Many bus drivers at the demonstration expressed their frustration with the cuts. Greg, with 13 years at the Port Authority, said, “Public transportation is a necessity. It’s for many the only way of getting around. People in the waterfront, McKeesport, Glassport and Port Vue are having their service cut altogether.
“People are losing their jobs because they can’t get to them due to the cuts. This is ridiculous. They tried to privatize bus service here 40 years ago. They couldn’t make it work; it wasn’t efficient. They lost money.”
Andre, who has worked as a driver for 12 years, said, “They took the transit out of Port Authority Transit. This is not about the people anymore. They are getting rid of public housing, developing the hill and running people to the outskirts of Pittsburgh where there is no bus service. The question that people need to be asking is why they are being displaced to places where there is no service.

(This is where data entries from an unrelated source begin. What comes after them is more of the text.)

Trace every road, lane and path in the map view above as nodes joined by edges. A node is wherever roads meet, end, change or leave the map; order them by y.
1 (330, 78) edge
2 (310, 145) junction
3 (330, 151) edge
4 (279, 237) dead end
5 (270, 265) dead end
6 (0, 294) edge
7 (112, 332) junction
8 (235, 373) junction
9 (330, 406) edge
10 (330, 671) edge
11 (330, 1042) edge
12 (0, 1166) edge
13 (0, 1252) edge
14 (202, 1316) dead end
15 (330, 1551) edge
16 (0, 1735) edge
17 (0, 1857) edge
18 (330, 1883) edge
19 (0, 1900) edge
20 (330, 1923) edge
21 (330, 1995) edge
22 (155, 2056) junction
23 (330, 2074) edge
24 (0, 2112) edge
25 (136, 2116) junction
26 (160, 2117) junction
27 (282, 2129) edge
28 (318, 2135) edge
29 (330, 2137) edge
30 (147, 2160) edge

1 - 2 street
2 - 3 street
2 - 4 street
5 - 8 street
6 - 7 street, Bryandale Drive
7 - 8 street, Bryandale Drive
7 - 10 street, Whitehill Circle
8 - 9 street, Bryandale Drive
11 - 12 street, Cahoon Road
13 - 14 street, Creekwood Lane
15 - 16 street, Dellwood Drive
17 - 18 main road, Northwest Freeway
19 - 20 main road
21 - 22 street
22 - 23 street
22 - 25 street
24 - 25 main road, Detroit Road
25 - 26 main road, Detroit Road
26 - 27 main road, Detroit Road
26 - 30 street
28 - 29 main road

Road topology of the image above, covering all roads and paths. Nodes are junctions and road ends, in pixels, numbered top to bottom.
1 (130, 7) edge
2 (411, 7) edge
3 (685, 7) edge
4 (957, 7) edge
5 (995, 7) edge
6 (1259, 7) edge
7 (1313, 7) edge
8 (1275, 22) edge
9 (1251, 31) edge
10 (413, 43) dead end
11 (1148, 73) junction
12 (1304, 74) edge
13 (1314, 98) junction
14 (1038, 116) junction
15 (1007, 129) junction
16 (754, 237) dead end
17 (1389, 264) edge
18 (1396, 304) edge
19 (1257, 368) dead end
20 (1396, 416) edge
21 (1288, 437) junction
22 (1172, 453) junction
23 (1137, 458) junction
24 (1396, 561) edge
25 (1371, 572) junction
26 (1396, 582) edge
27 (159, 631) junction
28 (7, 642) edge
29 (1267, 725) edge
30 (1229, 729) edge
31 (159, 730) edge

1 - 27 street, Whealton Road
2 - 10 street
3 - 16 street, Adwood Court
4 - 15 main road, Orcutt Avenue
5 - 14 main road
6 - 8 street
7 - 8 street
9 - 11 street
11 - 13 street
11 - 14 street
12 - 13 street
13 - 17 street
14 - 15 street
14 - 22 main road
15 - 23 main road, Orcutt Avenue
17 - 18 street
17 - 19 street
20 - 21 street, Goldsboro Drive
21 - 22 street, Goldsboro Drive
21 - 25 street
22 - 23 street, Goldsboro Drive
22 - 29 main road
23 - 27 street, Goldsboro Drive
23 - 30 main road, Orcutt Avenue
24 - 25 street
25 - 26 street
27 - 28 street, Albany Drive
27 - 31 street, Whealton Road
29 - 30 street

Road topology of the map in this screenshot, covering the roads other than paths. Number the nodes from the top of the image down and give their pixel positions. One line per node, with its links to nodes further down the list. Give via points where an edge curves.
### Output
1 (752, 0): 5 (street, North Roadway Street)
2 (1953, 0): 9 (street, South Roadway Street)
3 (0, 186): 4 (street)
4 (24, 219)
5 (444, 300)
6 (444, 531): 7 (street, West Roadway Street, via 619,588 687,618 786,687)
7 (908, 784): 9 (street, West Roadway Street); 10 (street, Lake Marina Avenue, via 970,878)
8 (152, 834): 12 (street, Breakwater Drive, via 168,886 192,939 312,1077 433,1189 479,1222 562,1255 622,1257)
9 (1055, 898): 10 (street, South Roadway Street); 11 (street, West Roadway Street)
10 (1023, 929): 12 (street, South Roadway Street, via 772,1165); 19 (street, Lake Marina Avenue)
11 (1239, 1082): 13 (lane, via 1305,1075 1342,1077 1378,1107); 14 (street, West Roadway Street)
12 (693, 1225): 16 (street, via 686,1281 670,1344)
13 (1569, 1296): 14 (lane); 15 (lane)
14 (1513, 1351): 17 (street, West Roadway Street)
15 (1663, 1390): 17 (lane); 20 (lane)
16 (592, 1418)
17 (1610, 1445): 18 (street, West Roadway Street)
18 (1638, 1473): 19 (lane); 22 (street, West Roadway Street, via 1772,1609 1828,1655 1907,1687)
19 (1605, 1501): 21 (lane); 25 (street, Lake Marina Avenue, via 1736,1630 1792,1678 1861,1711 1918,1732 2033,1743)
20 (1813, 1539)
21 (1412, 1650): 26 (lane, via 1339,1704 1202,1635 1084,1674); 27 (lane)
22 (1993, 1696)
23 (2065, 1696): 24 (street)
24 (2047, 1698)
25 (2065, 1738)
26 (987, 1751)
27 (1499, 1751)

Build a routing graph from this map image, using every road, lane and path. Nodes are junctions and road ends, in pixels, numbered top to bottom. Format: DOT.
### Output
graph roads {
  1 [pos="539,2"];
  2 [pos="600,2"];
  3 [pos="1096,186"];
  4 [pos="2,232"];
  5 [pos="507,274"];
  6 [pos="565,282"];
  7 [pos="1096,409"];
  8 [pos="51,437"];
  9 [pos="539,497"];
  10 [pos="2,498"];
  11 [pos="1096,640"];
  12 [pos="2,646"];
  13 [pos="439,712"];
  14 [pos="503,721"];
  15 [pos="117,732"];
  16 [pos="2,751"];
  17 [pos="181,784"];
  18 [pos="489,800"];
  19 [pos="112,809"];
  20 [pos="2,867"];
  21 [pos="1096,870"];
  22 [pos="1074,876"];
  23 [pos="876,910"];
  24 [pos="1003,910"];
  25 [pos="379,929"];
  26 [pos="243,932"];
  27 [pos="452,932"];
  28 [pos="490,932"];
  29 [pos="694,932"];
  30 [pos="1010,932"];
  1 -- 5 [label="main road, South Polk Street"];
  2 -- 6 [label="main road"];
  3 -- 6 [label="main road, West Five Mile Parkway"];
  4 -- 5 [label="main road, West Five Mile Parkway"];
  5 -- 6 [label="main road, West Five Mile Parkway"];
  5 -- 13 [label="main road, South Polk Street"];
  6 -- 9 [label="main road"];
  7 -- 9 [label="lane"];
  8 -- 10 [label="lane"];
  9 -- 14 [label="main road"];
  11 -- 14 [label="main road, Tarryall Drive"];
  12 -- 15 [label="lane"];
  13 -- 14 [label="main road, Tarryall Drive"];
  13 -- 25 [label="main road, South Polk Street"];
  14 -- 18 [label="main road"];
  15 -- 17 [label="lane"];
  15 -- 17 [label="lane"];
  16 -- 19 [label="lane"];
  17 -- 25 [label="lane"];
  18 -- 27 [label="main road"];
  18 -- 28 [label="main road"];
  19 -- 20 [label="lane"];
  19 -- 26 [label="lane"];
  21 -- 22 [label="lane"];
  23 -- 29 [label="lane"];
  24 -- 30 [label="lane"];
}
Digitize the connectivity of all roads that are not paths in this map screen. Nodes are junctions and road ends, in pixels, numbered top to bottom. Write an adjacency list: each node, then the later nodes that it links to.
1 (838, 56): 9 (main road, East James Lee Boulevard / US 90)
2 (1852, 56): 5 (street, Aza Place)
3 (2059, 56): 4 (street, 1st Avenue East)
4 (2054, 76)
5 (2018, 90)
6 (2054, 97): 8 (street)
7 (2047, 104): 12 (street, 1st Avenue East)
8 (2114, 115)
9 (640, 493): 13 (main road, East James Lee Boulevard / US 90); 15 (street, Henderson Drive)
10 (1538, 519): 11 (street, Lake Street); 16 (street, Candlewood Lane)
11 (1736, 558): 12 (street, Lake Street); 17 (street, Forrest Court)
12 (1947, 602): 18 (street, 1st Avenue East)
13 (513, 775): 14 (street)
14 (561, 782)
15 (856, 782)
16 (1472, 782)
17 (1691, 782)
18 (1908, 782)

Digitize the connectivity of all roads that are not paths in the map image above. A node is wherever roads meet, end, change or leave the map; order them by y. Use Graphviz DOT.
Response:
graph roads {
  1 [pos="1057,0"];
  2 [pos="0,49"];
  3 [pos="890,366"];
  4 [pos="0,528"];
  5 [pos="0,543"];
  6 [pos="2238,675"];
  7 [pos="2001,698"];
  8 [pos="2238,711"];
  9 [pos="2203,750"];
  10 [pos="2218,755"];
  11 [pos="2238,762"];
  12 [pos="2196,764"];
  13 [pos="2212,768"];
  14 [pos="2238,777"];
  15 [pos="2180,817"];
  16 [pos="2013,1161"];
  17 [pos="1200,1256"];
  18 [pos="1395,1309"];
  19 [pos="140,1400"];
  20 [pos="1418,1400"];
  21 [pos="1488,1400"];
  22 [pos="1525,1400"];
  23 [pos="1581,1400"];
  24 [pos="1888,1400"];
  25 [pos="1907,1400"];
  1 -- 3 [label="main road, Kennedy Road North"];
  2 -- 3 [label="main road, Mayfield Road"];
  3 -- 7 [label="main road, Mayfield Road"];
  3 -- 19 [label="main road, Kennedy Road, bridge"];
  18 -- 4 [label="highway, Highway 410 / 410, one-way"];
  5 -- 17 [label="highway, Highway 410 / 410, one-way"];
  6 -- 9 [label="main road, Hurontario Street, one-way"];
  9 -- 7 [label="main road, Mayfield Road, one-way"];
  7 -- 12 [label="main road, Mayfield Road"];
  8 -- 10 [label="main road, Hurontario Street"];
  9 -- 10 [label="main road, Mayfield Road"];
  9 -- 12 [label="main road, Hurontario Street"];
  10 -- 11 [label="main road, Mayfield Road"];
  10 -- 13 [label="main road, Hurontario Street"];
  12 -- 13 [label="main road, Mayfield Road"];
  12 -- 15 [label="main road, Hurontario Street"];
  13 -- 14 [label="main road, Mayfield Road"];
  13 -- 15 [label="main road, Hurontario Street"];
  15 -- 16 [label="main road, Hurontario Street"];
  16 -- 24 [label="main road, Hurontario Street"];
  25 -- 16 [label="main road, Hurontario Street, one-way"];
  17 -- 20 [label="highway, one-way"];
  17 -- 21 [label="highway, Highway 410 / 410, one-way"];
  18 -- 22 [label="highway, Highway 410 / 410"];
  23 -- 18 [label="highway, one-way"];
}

“We were told two years ago that our concessions would go a long way to saving PAT. They want us all to make $10 an hour today as they are taking away our rights as workers. Coming from Pittsburgh, where there were great struggles in steel and in the Mon Valley, this shouldn’t be happening. We shouldn’t have forgotten those struggles.”
The rally on Saturday
Rusty, who has worked at PAT for five years, said, “I’m wearing my Wisconsin T-shirt because I support them. It’s the same all over the country. The government and the companies say there is no money, but their salaries continue to increase. My wife has lupus. Without my benefits she would die. It seems to me that the politicians and the fat cats are pushing the people to revolt, towards a revolution. There’s no doubt about these politicians being no different.“My college age daughter put a post on her Facebook page that read ‘Republicans=elimination of the working class.’ I responded, ‘politicians=elimination of the working class.’ I left a good job with benefits, but that was harder labor and I’m older. I wanted to be able to take care of my wife and myself better. I had a good job with benefits, and now this.”
Patty and Rose, both with 21 years service, described their attempt to meet with County Executive Dan Onorato, a Democrat: “We went to Onorato’s office after our last rally to give him the 10,000 postcards from people demanding that service not be cut. He ran from us like the rat he is. The television station came and he locked himself in his office. When they left he came out and said that we could talk to him. He smirked the whole time we tried to talk to him and said, ‘There is nothing I can do.’”
David Powell, retired after 25 years with PAT, told the WSWS, “This is injustice for the working man. We know they have the funding to keep it going. They are trying to make it a private profit-making enterprise and it was never meant to be. Three county commissioners set it up. Now Dan Onorato is the only one making the decision.
“The home rule charter was changed to create the position of a county executive. There is no reason for one man to have that much authority. We don’t have freedom, and we don’t have democracy. They are even attacking teachers. So they’re telling us there is no need for an education. Just go to work for whatever they’ll pay you.”